3. De novo assembly

3.1 metaSPades

We will perform de novo assembly of the host-filtered reads to create contigs (longer, assembled sequences) with SPades.

spades.py -t {threads} \
--meta \
-o {output} \
-1 {input.R1} \
-2 {input.R2} \
-s {input.S}

If you do not want to include singleton reads for the assembly, then simply remove the -s {input.S} argument from the command.

  • {input.R1}, {input.R2} and {input.S} are host-filtered FASTQ files (R1, R2, and S) from step 2.3.
  • {output} defines the directory where the assembly results will be stored.

3.2 Renaming contigs

We will add sample names to the beginning of each contig name. This will make sure that each sample’s contig names are unique before we start aggregating contigs. If you are only dealing with a single sample, then this step can be seen as optional.

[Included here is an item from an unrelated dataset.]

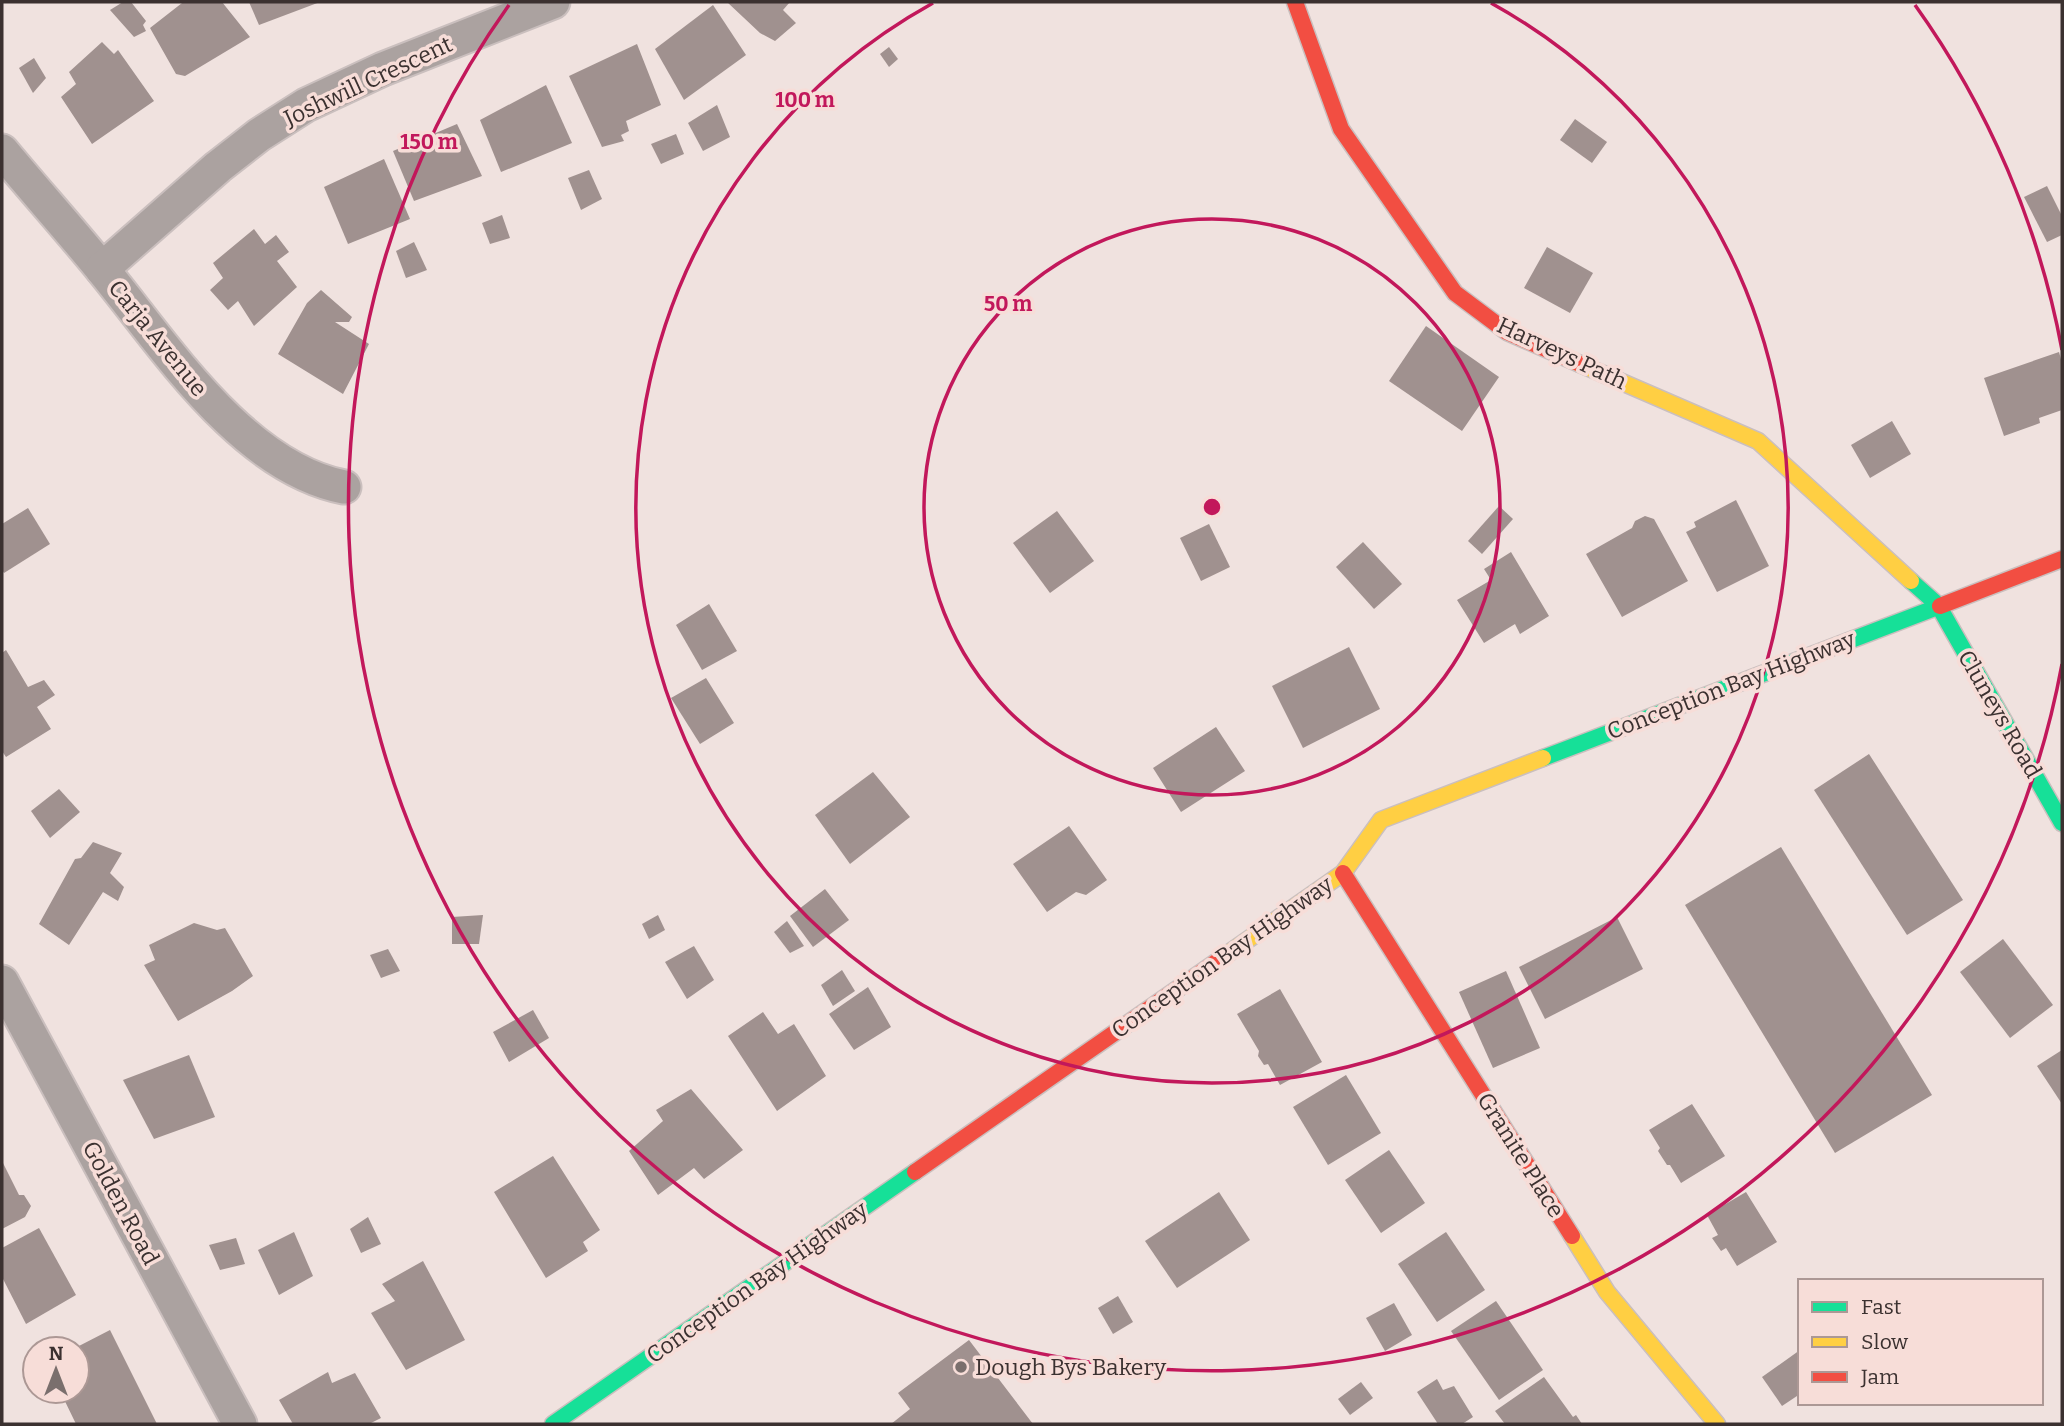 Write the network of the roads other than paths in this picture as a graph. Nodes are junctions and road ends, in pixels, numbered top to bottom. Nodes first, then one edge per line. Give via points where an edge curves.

seqkit replace -p "^" -r "{sample}_" {input} > {output}
  • {sample} is the sample name that will be placed in front of the contig name
  • {input} is your contig file from step 3.1
  • {output} is fasta file with the renamed contig

3.3 Aggregating contigs

Next we will combine all renamed contigs into a single fasta file so we can perform taxonomic annotation across all samples in one go. Once again, this step can be seen as optional if you have a single sample.

cat {input} > {output}
  • {input} are your renamed contig files from step 3.2
  • {output} a single .fasta file
Note

We have created contigs that are ready for taxonomic annotation in the next chapter.